=== Begin Enclosure ===

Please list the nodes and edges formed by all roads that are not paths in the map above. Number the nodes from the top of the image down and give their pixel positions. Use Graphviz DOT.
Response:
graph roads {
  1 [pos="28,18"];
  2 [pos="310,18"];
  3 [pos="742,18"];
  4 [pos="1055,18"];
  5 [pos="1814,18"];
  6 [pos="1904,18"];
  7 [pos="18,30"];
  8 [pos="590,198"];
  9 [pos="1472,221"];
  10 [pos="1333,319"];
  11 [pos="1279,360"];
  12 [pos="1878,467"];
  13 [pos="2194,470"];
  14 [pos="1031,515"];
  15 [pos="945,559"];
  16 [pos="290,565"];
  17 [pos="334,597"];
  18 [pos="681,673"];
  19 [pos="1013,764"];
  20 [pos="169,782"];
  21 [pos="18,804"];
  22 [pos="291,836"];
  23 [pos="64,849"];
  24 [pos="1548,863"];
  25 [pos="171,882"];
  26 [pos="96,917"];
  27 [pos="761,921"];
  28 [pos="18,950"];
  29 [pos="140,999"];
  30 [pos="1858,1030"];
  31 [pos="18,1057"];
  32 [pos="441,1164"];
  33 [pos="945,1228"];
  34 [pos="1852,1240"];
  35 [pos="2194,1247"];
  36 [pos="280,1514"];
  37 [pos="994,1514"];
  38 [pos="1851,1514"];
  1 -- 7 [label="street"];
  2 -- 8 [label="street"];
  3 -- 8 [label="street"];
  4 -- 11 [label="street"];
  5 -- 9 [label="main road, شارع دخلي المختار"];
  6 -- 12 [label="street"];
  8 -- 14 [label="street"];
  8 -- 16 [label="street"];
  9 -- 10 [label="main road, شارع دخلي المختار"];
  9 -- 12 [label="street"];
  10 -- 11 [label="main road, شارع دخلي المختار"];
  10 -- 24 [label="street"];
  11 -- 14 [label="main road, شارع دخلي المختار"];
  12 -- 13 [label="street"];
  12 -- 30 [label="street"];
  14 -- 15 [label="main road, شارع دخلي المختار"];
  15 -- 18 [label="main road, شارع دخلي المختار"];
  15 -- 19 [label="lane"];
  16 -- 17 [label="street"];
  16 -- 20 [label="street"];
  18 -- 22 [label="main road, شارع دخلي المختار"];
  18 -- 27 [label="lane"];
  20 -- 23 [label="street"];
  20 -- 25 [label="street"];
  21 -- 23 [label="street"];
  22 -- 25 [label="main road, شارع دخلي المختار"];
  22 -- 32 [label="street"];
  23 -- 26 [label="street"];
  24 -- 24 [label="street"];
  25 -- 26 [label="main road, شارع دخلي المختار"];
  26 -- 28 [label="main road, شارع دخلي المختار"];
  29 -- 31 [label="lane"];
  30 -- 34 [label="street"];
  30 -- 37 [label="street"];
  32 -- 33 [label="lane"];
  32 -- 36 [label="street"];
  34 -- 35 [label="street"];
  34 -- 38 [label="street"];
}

=== End Enclosure ===

**Task details**
Note which lines carry the word "دخلي" in the material, then copy each of them.

**Written solution**
  5 -- 9 [label="main road, شارع دخلي المختار"];
  9 -- 10 [label="main road, شارع دخلي المختار"];
  10 -- 11 [label="main road, شارع دخلي المختار"];
  11 -- 14 [label="main road, شارع دخلي المختار"];
  14 -- 15 [label="main road, شارع دخلي المختار"];
  15 -- 18 [label="main road, شارع دخلي المختار"];
  18 -- 22 [label="main road, شارع دخلي المختار"];
  22 -- 25 [label="main road, شارع دخلي المختار"];
  25 -- 26 [label="main road, شارع دخلي المختار"];
  26 -- 28 [label="main road, شارع دخلي المختار"];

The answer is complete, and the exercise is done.